The last bit was interesting:

"... the most important explanation is a theological one. Because relics were
infused with the living presence of a saint, capable of working miracles, they
were perfectly able to stop a thief. Any relic that didn’t wish to be moved
could simply become too heavy to lift, or cause all the doors of the church to
spontaneously lock. By this logic, if a relic was stolen, it wanted to be."

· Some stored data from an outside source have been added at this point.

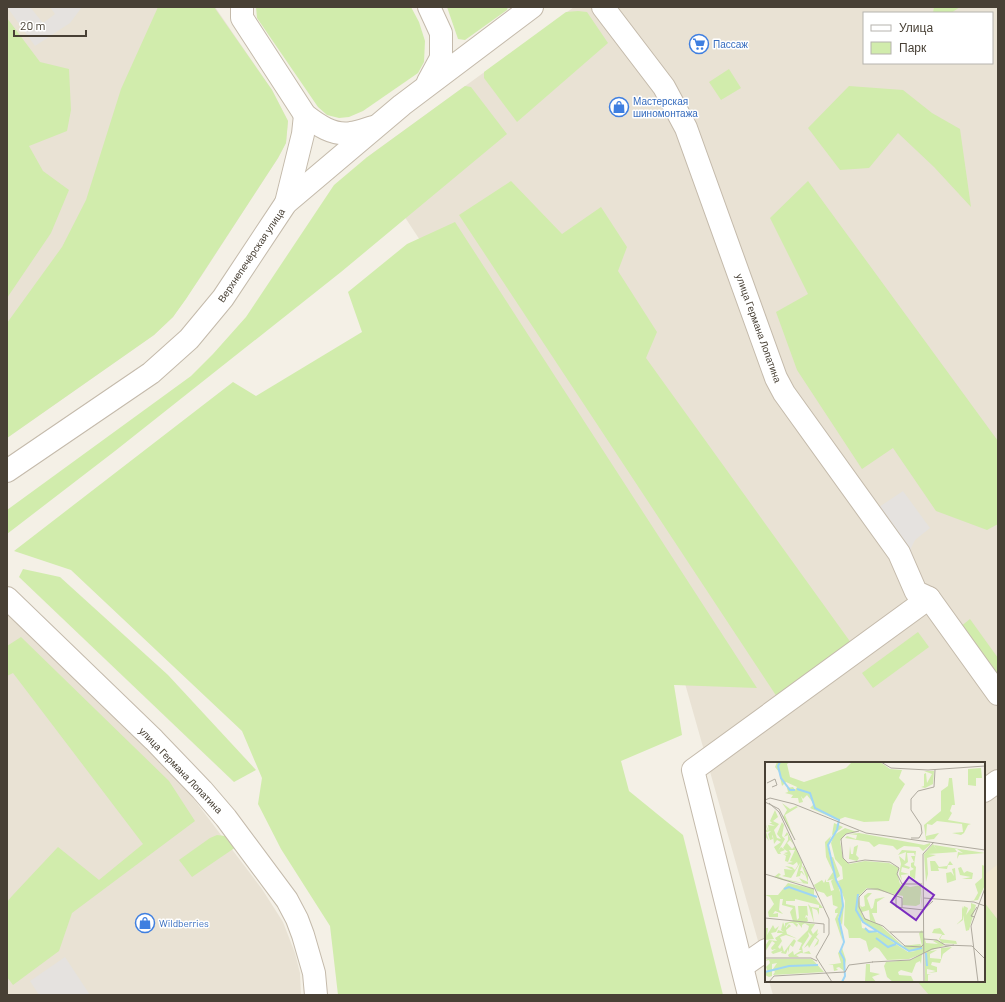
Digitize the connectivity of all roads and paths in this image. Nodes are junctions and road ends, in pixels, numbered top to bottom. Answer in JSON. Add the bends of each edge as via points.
{"nodes":[{"id":1,"x":429,"y":7,"type":"edge"},
{"id":2,"x":532,"y":7,"type":"edge"},
{"id":3,"x":603,"y":7,"type":"edge"},
{"id":4,"x":240,"y":10,"type":"edge"},
{"id":5,"x":424,"y":88,"type":"junction"},
{"id":6,"x":305,"y":115,"type":"junction"},
{"id":7,"x":378,"y":125,"type":"junction"},
{"id":8,"x":286,"y":203,"type":"junction"},
{"id":9,"x":7,"y":471,"type":"edge"},
{"id":10,"x":7,"y":598,"type":"edge"},
{"id":11,"x":929,"y":598,"type":"junction"},
{"id":12,"x":998,"y":694,"type":"edge"},
{"id":13,"x":998,"y":781,"type":"edge"},
{"id":14,"x":985,"y":790,"type":"edge"},
{"id":15,"x":765,"y":951,"type":"edge"},
{"id":16,"x":743,"y":966,"type":"junction"},
{"id":17,"x":316,"y":995,"type":"edge"},
{"id":18,"x":749,"y":995,"type":"edge"}],
"edges":[{"from":1,"to":5,"type":"street","via":[[441,33],[441,58]]},
{"from":2,"to":5,"type":"street","name":"Верхнепечёрская улица"},
{"from":3,"to":11,"type":"street","name":"улица Германа Лопатина","via":[[664,87],[686,128],[776,378],[784,393],[899,553],[916,592]]},
{"from":4,"to":6,"type":"street"},
{"from":5,"to":7,"type":"street","name":"Верхнепечёрская улица"},
{"from":6,"to":7,"type":"street","via":[[333,132],[350,133]]},
{"from":6,"to":8,"type":"street","via":[[303,134]]},
{"from":7,"to":8,"type":"street","name":"Верхнепечёрская улица"},
{"from":8,"to":9,"type":"street","name":"Верхнепечёрская улица","via":[[223,298],[189,339],[151,373]]},
{"from":10,"to":17,"type":"street","name":"улица Германа Лопатина","via":[[154,740],[226,818],[287,900],[297,919],[314,973]]},
{"from":11,"to":12,"type":"street","name":"улица Германа Лопатина"},
{"from":11,"to":16,"type":"street","via":[[693,770]]},
{"from":13,"to":14,"type":"street"},
{"from":15,"to":16,"type":"street"},
{"from":16,"to":18,"type":"street"}]}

It reminds me of the stories Buddhist relics (not necessarily Tibetan) that
was similar. Though in those cases, they involved thieves bent on stealing it
for personal gain and somehow would get into a series of coincidences that
lead to its recovery.

------
ehnto
I've been revisiting the game Age of Empires with my friends while keeping at
home. Today I learned that even that part of the game mechanic stems from some
research!

It's a great game for an online social event, because you have to commit to
the 2+ hours it is going to take to play. A lot of online games nowadays are
optimized from dropping in and out amongst a pool of random people, but AoE
makes you do the work to get people involved and stick to that commitment.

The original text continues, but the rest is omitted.